La tradizione musicale italiana con la chitarra di Della Chiara

La tradizione musicale italiana  con la chitarra di Della Chiara

La tradizione musicale italiana con la chitarra di Della Chiara

di Claudio Salvi

La tradizione musicale italiana rivissuta attraverso le opere di grandi autori del Novecento in scena domani sera (ore 21), al Teatro Sperimentale per l’appuntamento della Stagione dell’Ente Concerti. Sul palco la FORM- Filarmonica Marchigiana diretta da Diego Ceretta con solista il talentuoso chitarrista pesarese Eugenio Della Chiara.

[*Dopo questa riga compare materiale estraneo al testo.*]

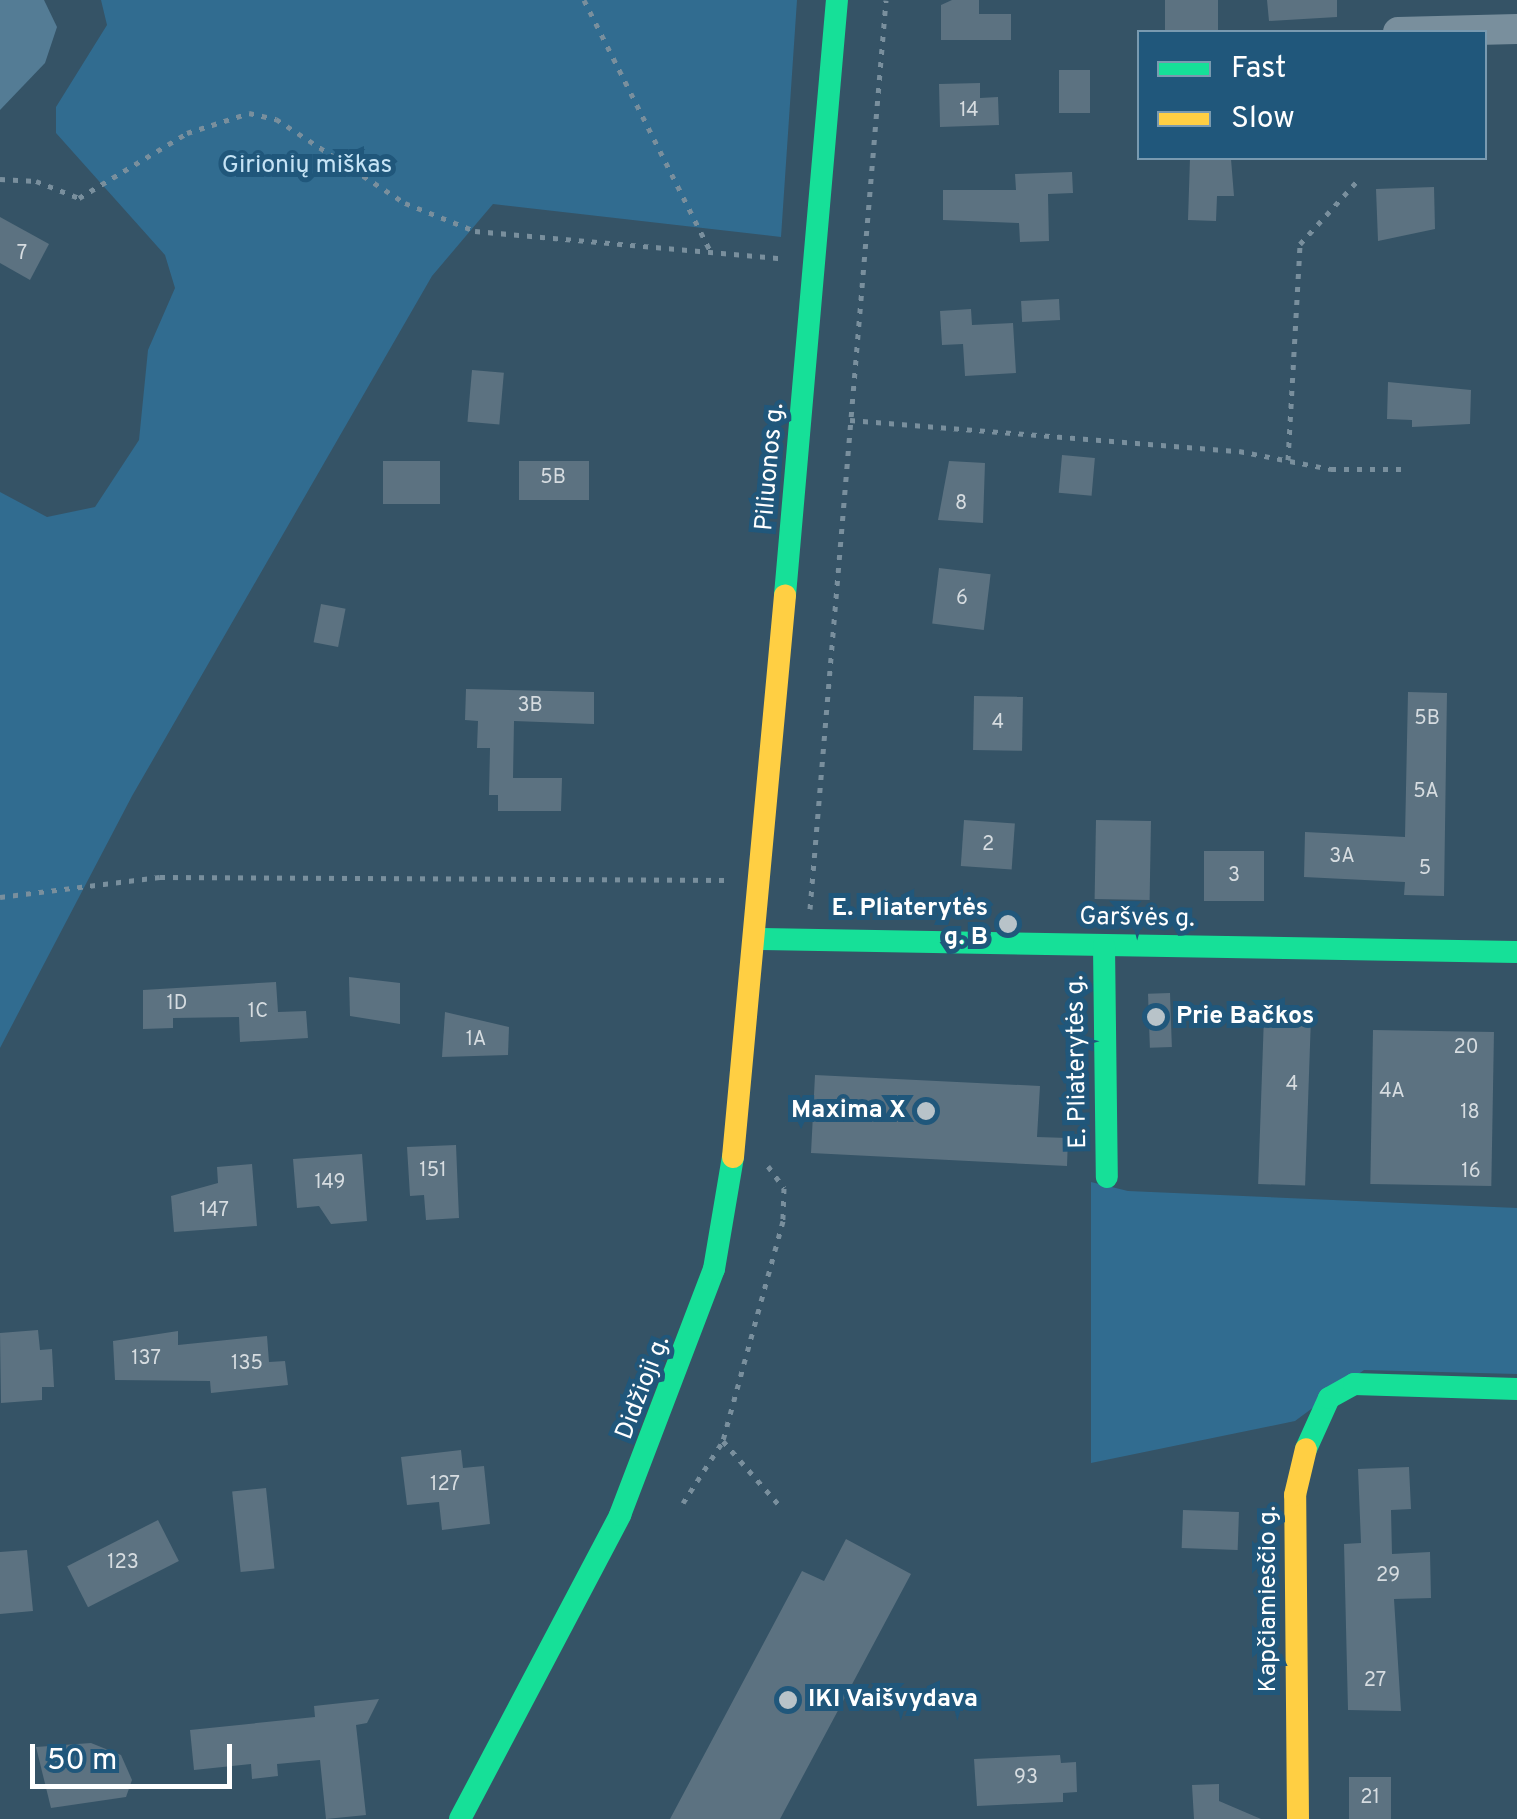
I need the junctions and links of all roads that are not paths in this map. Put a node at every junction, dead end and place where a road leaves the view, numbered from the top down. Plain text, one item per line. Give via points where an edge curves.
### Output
1 (836, 0) edge
2 (1517, 29) edge
3 (1477, 30) edge
4 (756, 939) junction
5 (1104, 946) junction
6 (1517, 952) edge
7 (1107, 1177) dead end
8 (1517, 1389) edge
9 (460, 1819) edge
10 (1298, 1819) edge

1 - 4 main road, Piliuonos g.
2 - 3 street
4 - 5 main road, Garšvės g.
4 - 9 main road, Didžioji g. via 732,1179 697,1328 620,1515
5 - 6 main road, Garšvės g.
5 - 7 main road, E. Pliaterytės g.
8 - 10 main road, Kapčiamiesčio g. via 1354,1384 1329,1398 1310,1433 1295,1495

Della Chiara, ci parli del repertorio di questo concerto e di questo “suono italiano“.

"I due fili conduttori del concerto sono sicuramente le idee di neoclassicismo e riscrittura. Nella prima parte del programma Galante, nel suo “Orfeo e le Sirene“, si confronta con un mito tratto dalle “Argonautiche“ di Apollonio Rodio: siamo di fronte alla classicità greca filtrata dall’ellenismo. Castelnuovo-Tedesco invece si ispira, per il suo Concerto op. 99, alle forme classiche di fine Settecento. Nella seconda parte troviamo poi due vere e proprie riscritture di musiche di Domenico Scarlatti – da parte di Casella – e di Pergolesi e suoi contemporanei, trasfigurati dal genio di Stravinskij".

Quale è secondo lei il periodo italiano più fecondo e felice dal punto di vista compositivo?

"A mio parere il Settecento, un secolo che comincia da Pergolesi e finisce con Cimarosa, passando per Vivaldi, Scarlatti padre e figlio e tanti altri. Senza dimenticare Porpora, che faceva furore a Londra, e il suo rivale Händel formatosi in Italia. Lo stesso Mozart visse esperienze formative fondamentali nel nostro Paese, e toccò la perfezione nelle sue opere italiane".

Chitarrista talentuoso e amante della musica cameristica. Che effetto le fa questa volta suonare con un’orchestra?

"Credo ci siano due modi di vedere il lavoro del solista con orchestra: il primo è quello di pensare di avere qualche decina di persone al proprio servizio, e sinceramente questa prospettiva non mi interessa neanche un po’. Mi piace molto di più pensare di star facendo musica da camera insieme a tante altre persone, con cui alla fine si trova una convergenza nella figura del direttore".

C’è un problema di “balance“ in questo tipo di esibizioni, ovvero di volumi tra il suo strumento e il suono dell’orchestra? E’ anche questo un aspetto da affrontare?

"C’è sicuramente un problema di balance, a cui si può ovviare con tre accorgimenti. In primis con una scrittura accorta: il compositore deve cercare non sovrapporre mai alla chitarra masse sonore eccessive. In secondo luogo è indispensabile la sensibilità del direttore: in questo senso ho trovato in Diego Ceretta un prezioso aiuto. Infine credo che sarebbe miope trascurare le possibilità offerte dall’amplificazione: con i mezzi attuale è possibile farne uso lasciando il suono dello strumento praticamente intatto".

La diverte il suo ruolo di direttore artistico?

"Tantissimo. Da quando dirigo MUN non ho mai programmato un concerto che io stesso non avessi voglia di ascoltare: alla fine la chiave di tutto è questa, ascoltare. Ai miei alunni in conservatorio dico sempre che per suonare almeno “da 6“ bisogna ascoltare “da 10“: quando manca la passione per l’ascolto – di sé e degli altri – la musica rischia di diventare solo sterile ginnastica delle dita".